§ What the task requires
Give the data back exactly. Leave out any images.

§ Data

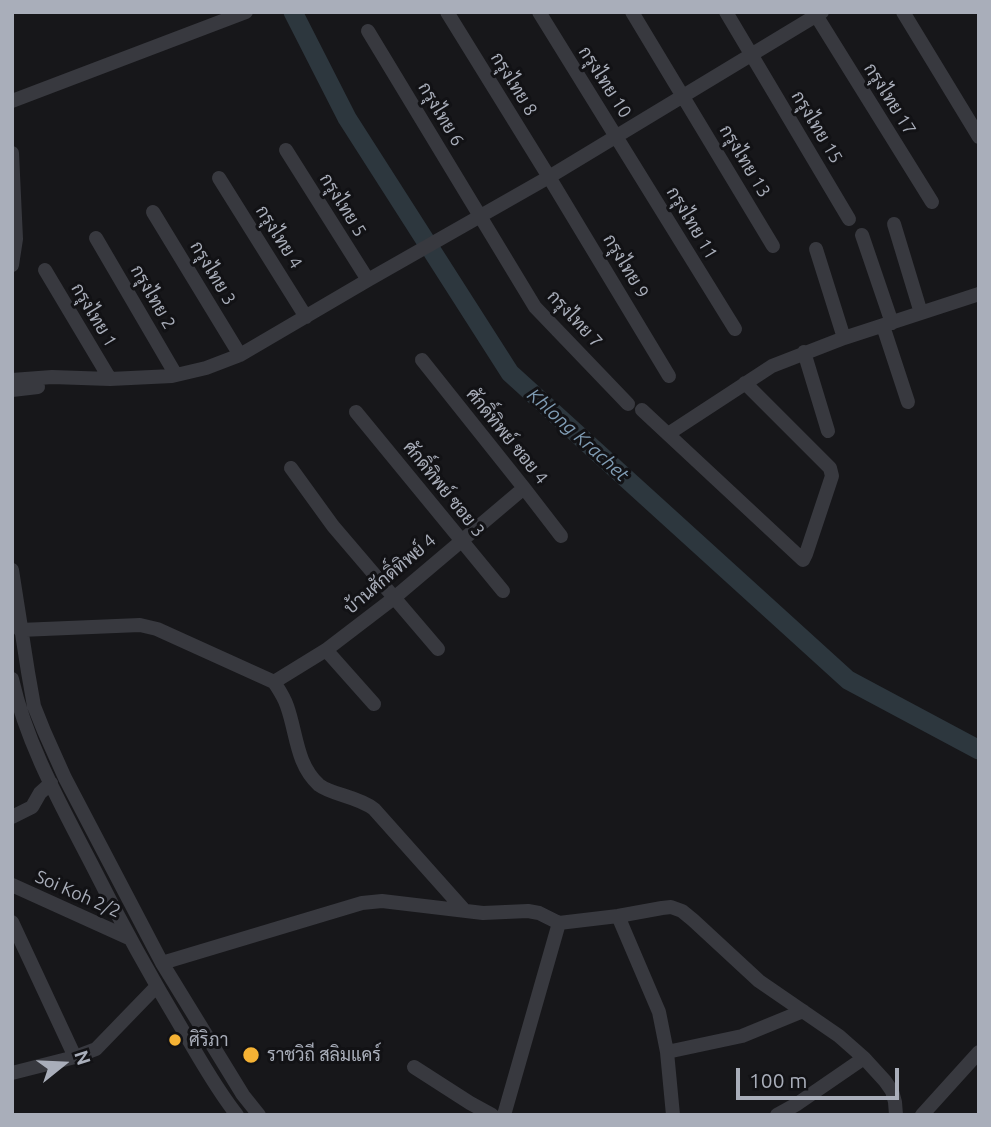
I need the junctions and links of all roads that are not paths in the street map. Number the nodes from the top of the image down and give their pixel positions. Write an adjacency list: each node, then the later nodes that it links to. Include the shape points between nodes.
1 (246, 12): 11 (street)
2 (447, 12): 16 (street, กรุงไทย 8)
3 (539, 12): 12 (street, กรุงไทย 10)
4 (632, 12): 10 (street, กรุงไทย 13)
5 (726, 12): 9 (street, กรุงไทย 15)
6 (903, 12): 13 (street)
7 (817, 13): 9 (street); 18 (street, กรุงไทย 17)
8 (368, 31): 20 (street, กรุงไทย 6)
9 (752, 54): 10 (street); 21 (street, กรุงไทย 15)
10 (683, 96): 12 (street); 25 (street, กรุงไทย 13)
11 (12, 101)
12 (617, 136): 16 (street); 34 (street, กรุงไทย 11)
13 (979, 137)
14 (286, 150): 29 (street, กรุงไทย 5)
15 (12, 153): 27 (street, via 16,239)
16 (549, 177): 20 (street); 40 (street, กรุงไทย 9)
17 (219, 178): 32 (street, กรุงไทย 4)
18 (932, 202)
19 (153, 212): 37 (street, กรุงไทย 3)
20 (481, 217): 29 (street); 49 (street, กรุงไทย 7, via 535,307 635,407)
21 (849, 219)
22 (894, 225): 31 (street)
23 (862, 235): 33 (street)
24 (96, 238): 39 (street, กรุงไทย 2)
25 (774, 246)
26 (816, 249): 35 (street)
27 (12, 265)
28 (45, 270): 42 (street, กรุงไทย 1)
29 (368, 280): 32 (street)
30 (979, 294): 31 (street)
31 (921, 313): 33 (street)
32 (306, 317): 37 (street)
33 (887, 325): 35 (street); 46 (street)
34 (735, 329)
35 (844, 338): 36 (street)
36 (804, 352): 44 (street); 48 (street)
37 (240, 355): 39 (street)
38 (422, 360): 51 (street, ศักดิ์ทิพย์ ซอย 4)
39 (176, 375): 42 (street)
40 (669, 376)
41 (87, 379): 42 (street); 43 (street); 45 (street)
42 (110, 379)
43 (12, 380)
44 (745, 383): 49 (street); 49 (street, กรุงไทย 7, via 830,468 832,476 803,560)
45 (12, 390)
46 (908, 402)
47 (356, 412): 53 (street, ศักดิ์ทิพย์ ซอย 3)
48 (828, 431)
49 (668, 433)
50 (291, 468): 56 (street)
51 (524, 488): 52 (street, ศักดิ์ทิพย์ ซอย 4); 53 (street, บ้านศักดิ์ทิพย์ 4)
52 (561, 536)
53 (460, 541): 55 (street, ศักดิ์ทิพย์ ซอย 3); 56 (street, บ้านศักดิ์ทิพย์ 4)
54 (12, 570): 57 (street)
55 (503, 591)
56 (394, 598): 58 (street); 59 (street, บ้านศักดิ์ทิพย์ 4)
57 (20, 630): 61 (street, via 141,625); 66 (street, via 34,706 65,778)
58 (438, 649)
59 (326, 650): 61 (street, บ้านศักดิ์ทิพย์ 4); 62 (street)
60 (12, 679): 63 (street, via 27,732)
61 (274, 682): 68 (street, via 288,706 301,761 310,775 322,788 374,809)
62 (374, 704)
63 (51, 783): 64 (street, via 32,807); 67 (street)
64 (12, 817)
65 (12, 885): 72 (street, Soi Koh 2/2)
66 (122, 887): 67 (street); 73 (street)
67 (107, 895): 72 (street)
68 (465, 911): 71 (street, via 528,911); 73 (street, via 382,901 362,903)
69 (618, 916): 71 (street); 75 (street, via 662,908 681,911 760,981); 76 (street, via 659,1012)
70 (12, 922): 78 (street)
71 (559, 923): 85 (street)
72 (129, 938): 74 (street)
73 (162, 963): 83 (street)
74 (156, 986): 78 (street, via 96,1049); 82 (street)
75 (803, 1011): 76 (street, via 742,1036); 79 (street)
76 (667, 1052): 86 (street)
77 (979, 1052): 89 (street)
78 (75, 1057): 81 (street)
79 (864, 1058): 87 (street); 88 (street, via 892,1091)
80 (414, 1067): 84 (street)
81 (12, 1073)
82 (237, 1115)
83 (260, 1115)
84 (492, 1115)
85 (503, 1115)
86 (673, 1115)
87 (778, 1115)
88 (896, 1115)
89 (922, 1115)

§ Response to the task
I need the junctions and links of all roads that are not paths in the street map. Number the nodes from the top of the image down and give their pixel positions. Write an adjacency list: each node, then the later nodes that it links to. Include the shape points between nodes.
1 (246, 12): 11 (street)
2 (447, 12): 16 (street, กรุงไทย 8)
3 (539, 12): 12 (street, กรุงไทย 10)
4 (632, 12): 10 (street, กรุงไทย 13)
5 (726, 12): 9 (street, กรุงไทย 15)
6 (903, 12): 13 (street)
7 (817, 13): 9 (street); 18 (street, กรุงไทย 17)
8 (368, 31): 20 (street, กรุงไทย 6)
9 (752, 54): 10 (street); 21 (street, กรุงไทย 15)
10 (683, 96): 12 (street); 25 (street, กรุงไทย 13)
11 (12, 101)
12 (617, 136): 16 (street); 34 (street, กรุงไทย 11)
13 (979, 137)
14 (286, 150): 29 (street, กรุงไทย 5)
15 (12, 153): 27 (street, via 16,239)
16 (549, 177): 20 (street); 40 (street, กรุงไทย 9)
17 (219, 178): 32 (street, กรุงไทย 4)
18 (932, 202)
19 (153, 212): 37 (street, กรุงไทย 3)
20 (481, 217): 29 (street); 49 (street, กรุงไทย 7, via 535,307 635,407)
21 (849, 219)
22 (894, 225): 31 (street)
23 (862, 235): 33 (street)
24 (96, 238): 39 (street, กรุงไทย 2)
25 (774, 246)
26 (816, 249): 35 (street)
27 (12, 265)
28 (45, 270): 42 (street, กรุงไทย 1)
29 (368, 280): 32 (street)
30 (979, 294): 31 (street)
31 (921, 313): 33 (street)
32 (306, 317): 37 (street)
33 (887, 325): 35 (street); 46 (street)
34 (735, 329)
35 (844, 338): 36 (street)
36 (804, 352): 44 (street); 48 (street)
37 (240, 355): 39 (street)
38 (422, 360): 51 (street, ศักดิ์ทิพย์ ซอย 4)
39 (176, 375): 42 (street)
40 (669, 376)
41 (87, 379): 42 (street); 43 (street); 45 (street)
42 (110, 379)
43 (12, 380)
44 (745, 383): 49 (street); 49 (street, กรุงไทย 7, via 830,468 832,476 803,560)
45 (12, 390)
46 (908, 402)
47 (356, 412): 53 (street, ศักดิ์ทิพย์ ซอย 3)
48 (828, 431)
49 (668, 433)
50 (291, 468): 56 (street)
51 (524, 488): 52 (street, ศักดิ์ทิพย์ ซอย 4); 53 (street, บ้านศักดิ์ทิพย์ 4)
52 (561, 536)
53 (460, 541): 55 (street, ศักดิ์ทิพย์ ซอย 3); 56 (street, บ้านศักดิ์ทิพย์ 4)
54 (12, 570): 57 (street)
55 (503, 591)
56 (394, 598): 58 (street); 59 (street, บ้านศักดิ์ทิพย์ 4)
57 (20, 630): 61 (street, via 141,625); 66 (street, via 34,706 65,778)
58 (438, 649)
59 (326, 650): 61 (street, บ้านศักดิ์ทิพย์ 4); 62 (street)
60 (12, 679): 63 (street, via 27,732)
61 (274, 682): 68 (street, via 288,706 301,761 310,775 322,788 374,809)
62 (374, 704)
63 (51, 783): 64 (street, via 32,807); 67 (street)
64 (12, 817)
65 (12, 885): 72 (street, Soi Koh 2/2)
66 (122, 887): 67 (street); 73 (street)
67 (107, 895): 72 (street)
68 (465, 911): 71 (street, via 528,911); 73 (street, via 382,901 362,903)
69 (618, 916): 71 (street); 75 (street, via 662,908 681,911 760,981); 76 (street, via 659,1012)
70 (12, 922): 78 (street)
71 (559, 923): 85 (street)
72 (129, 938): 74 (street)
73 (162, 963): 83 (street)
74 (156, 986): 78 (street, via 96,1049); 82 (street)
75 (803, 1011): 76 (street, via 742,1036); 79 (street)
76 (667, 1052): 86 (street)
77 (979, 1052): 89 (street)
78 (75, 1057): 81 (street)
79 (864, 1058): 87 (street); 88 (street, via 892,1091)
80 (414, 1067): 84 (street)
81 (12, 1073)
82 (237, 1115)
83 (260, 1115)
84 (492, 1115)
85 (503, 1115)
86 (673, 1115)
87 (778, 1115)
88 (896, 1115)
89 (922, 1115)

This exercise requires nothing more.